A______/C______ SA et A______/B______ SA font valoir que la seconde a cessé ses activités de fiduciaire pour se consacrer exclusivement à l'audit, abandonnant ainsi son statut de membre de A______/J______. A______/C______ SA exerce quant à elle une activité de fiduciaire et a rejoint le réseau A______/J______.
Les sociétés soutiennent que D______ n'aurait aucun lien avec A______/C______ SA, qui a été créée en 2023, soit plus d'un an après son départ de E______ SA/ A______/B______ SA.
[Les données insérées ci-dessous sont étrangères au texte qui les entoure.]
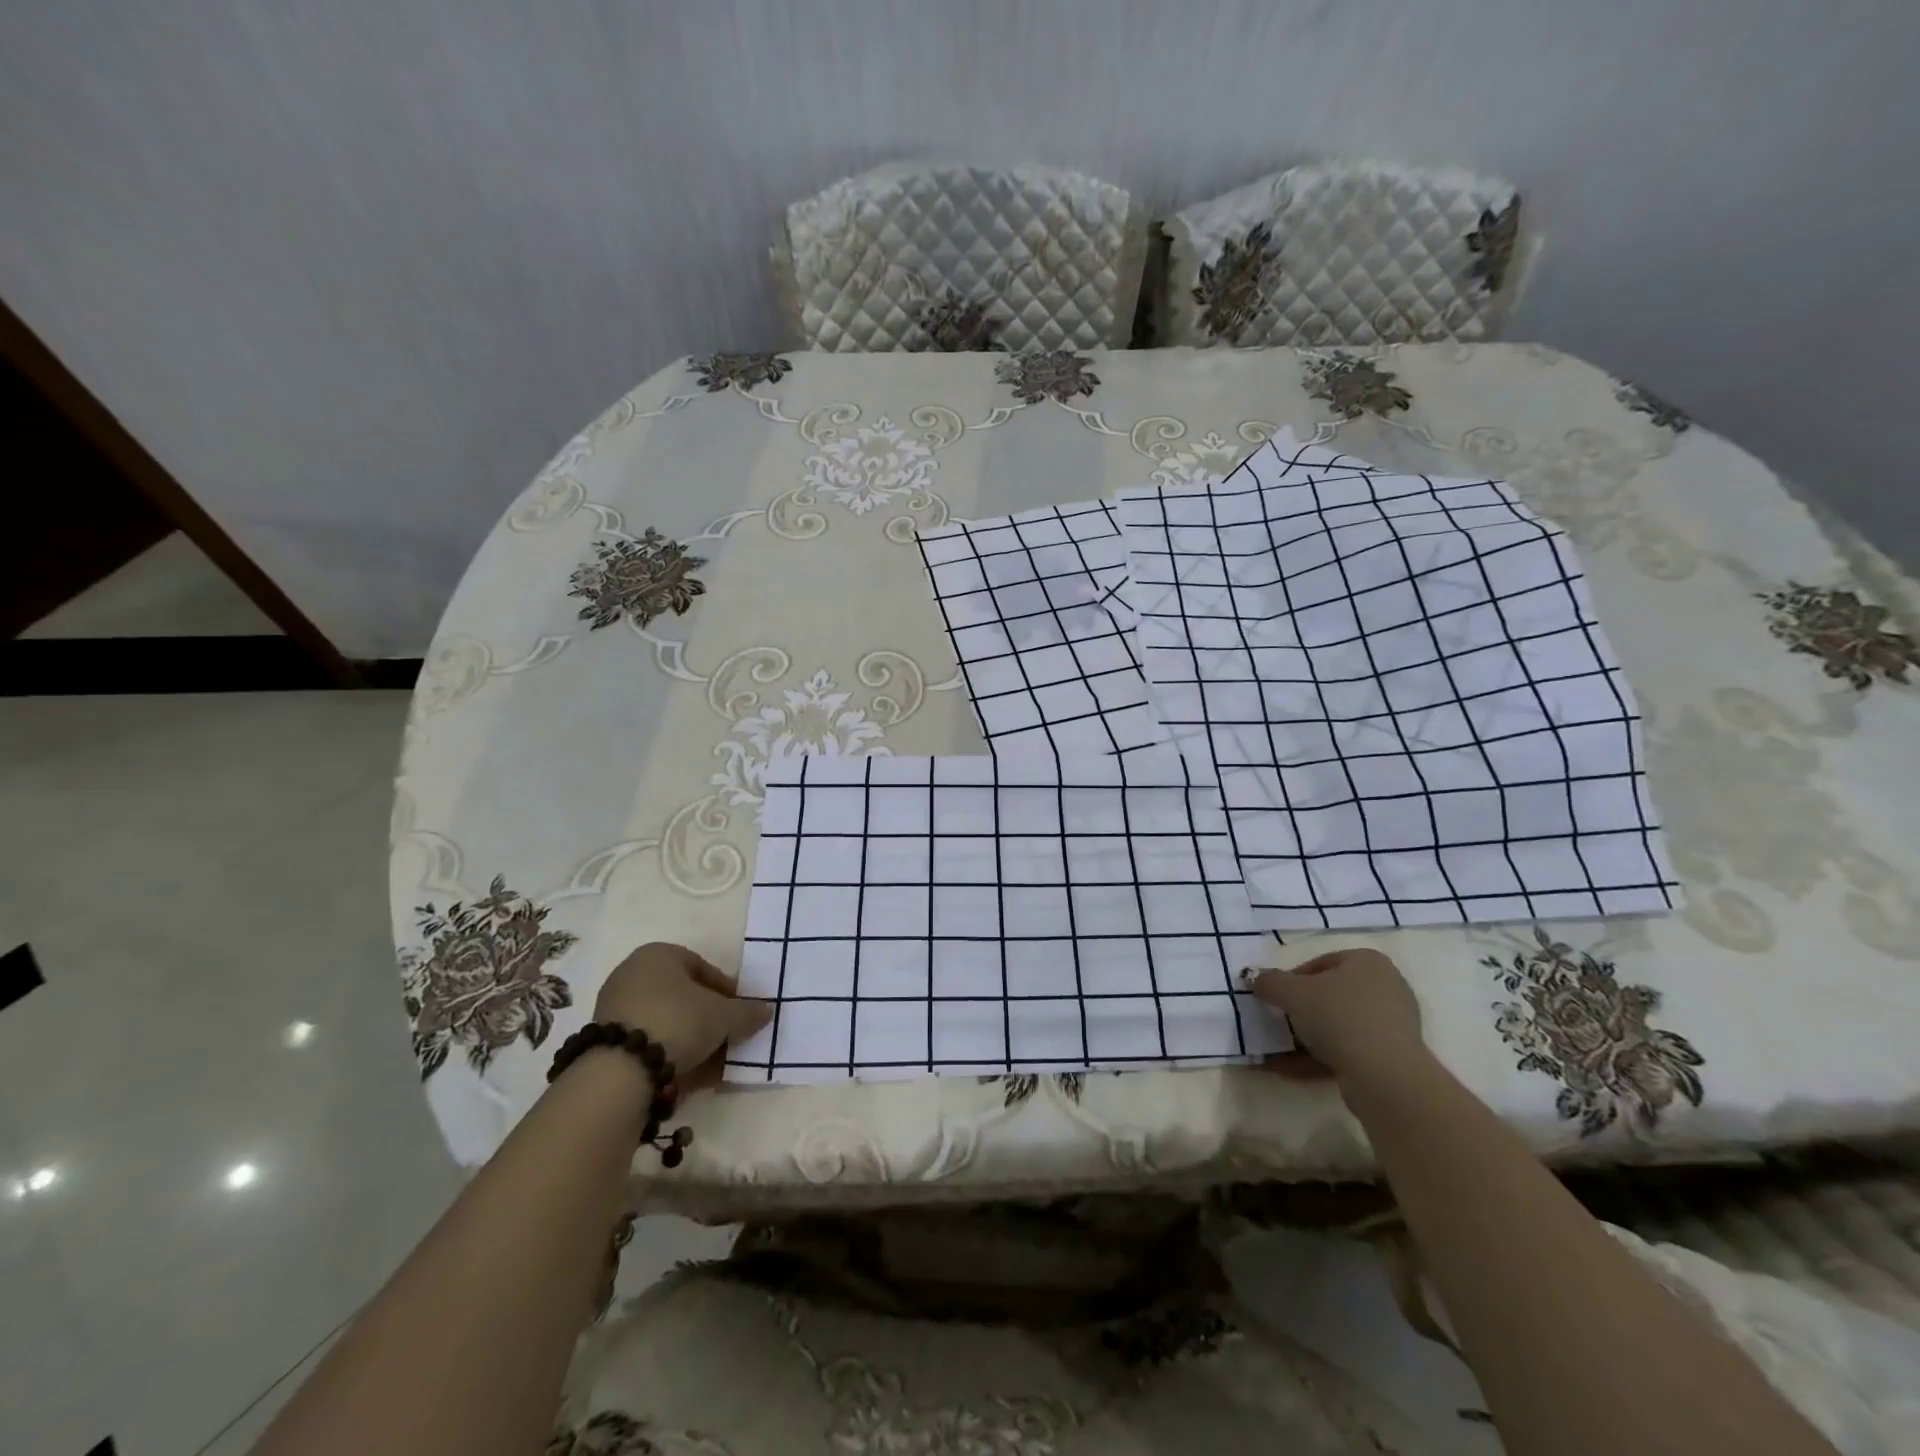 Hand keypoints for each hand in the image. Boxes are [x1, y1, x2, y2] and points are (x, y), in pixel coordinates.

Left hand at [593, 942, 770, 1092]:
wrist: (620, 1070)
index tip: (739, 1012)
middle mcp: (632, 974)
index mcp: (658, 955)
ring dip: (692, 1040)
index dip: (726, 991)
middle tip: (728, 1037)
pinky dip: (670, 1055)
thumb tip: (766, 1011)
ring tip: (713, 1064)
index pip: (702, 967)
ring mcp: (615, 1009)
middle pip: (683, 996)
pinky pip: (649, 1043)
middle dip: (708, 1018)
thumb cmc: (677, 1021)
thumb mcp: (723, 1016)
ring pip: (666, 1022)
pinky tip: (690, 1076)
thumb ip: (746, 1012)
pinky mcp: (606, 1042)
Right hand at [1249, 948, 1425, 1083]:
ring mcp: (1393, 1024)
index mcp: (1367, 961)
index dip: (1291, 980)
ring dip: (1307, 1039)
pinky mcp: (1393, 1057)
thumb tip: (1257, 980)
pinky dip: (1321, 1058)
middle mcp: (1386, 987)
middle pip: (1331, 996)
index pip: (1320, 964)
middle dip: (1301, 1011)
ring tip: (1278, 1053)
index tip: (1275, 998)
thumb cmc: (1337, 1016)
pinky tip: (1292, 1070)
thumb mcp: (1290, 992)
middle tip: (1279, 1023)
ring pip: (1339, 1027)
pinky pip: (1350, 1051)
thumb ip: (1269, 982)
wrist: (1384, 1074) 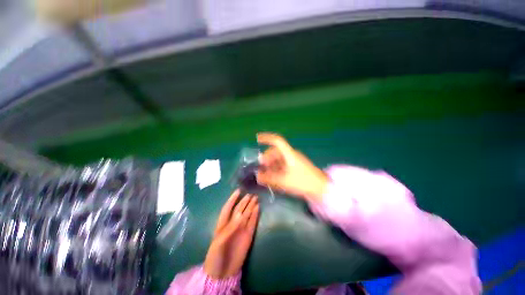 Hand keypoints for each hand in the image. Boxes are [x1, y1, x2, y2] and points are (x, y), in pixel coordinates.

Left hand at [204, 190, 258, 278]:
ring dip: (251, 206)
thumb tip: (241, 215)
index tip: (238, 191)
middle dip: (244, 201)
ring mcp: (241, 229)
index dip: (233, 199)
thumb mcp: (219, 242)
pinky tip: (258, 208)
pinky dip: (255, 215)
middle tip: (251, 194)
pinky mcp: (248, 235)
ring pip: (247, 214)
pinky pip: (253, 223)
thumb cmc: (215, 256)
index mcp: (223, 224)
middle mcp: (233, 224)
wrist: (222, 273)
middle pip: (239, 209)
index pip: (228, 208)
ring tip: (255, 198)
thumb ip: (230, 228)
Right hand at [256, 133, 328, 201]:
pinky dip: (276, 169)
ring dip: (271, 165)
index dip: (266, 138)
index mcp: (289, 154)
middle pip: (276, 152)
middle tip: (261, 167)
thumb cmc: (303, 182)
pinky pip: (283, 165)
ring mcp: (294, 161)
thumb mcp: (284, 181)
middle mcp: (291, 155)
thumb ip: (269, 178)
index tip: (257, 138)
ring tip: (266, 174)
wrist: (321, 188)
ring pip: (279, 159)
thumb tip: (257, 176)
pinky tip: (273, 177)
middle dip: (267, 158)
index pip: (277, 141)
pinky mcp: (296, 167) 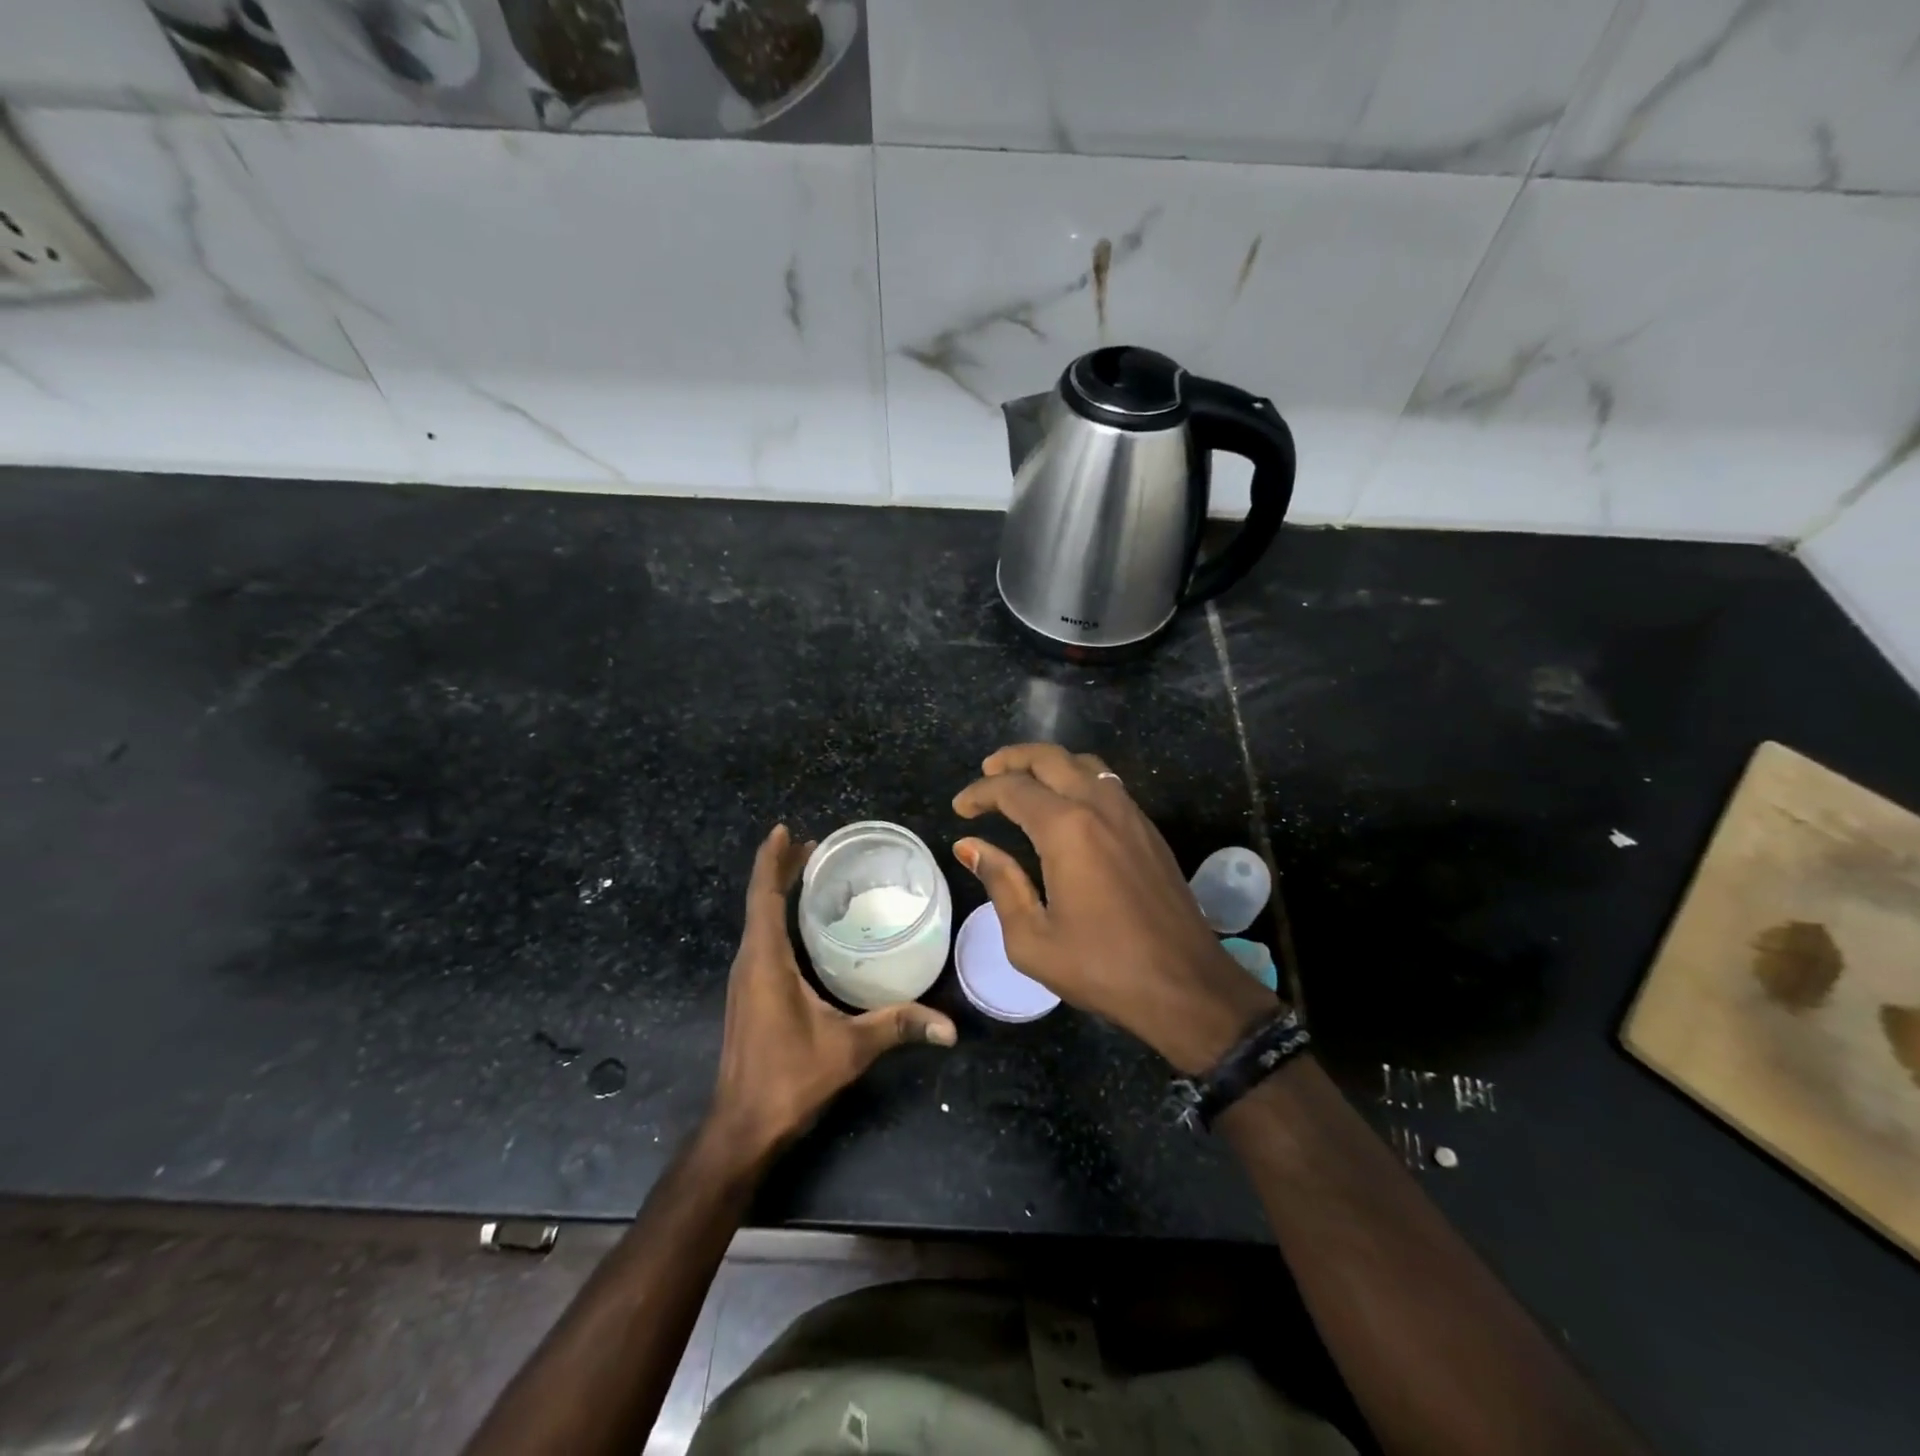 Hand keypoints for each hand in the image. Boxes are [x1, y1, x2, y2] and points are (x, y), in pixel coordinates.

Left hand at [709, 825, 957, 1157]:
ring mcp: (744, 980)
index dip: (772, 861)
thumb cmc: (789, 1079)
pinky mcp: (747, 996)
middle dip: (781, 869)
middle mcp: (749, 963)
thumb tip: (950, 1027)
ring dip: (778, 893)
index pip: (764, 897)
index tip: (786, 830)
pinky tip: (801, 925)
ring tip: (809, 872)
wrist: (742, 1128)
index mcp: (765, 962)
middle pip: (760, 902)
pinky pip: (760, 941)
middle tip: (813, 844)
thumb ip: (899, 1026)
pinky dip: (777, 918)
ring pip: (758, 922)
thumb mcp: (850, 1048)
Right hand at [954, 744, 1275, 1072]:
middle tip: (986, 773)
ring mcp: (1130, 814)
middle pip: (1050, 757)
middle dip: (1012, 759)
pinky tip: (1065, 805)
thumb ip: (1000, 882)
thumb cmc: (1102, 968)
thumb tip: (969, 846)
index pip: (1013, 789)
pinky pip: (1107, 784)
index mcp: (1067, 829)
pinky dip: (1077, 778)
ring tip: (1023, 782)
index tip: (959, 808)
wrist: (1186, 986)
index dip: (980, 793)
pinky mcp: (1148, 830)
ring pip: (1084, 763)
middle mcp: (1100, 807)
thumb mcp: (1032, 939)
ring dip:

D______ se présente sur LinkedIn notamment comme fondateur et ancien président de A______/C______ SA, ce qui est erroné. Par ses commentaires sur LinkedIn, notamment en réaction aux publications du réseau A______/J______, il donne l'impression qu'il en fait encore partie, notamment qu'il a assisté à des évènements réservés aux membres, en félicitant les membres du réseau pour leurs activités ou en faisant référence aux siennes à Genève. Il se décrit aussi comme partie prenante ("stakeholder") de A______/C______ SA suggérant ainsi de manière erronée qu'il aurait un intérêt direct (actionnaire ou ayant droit) dans cette société.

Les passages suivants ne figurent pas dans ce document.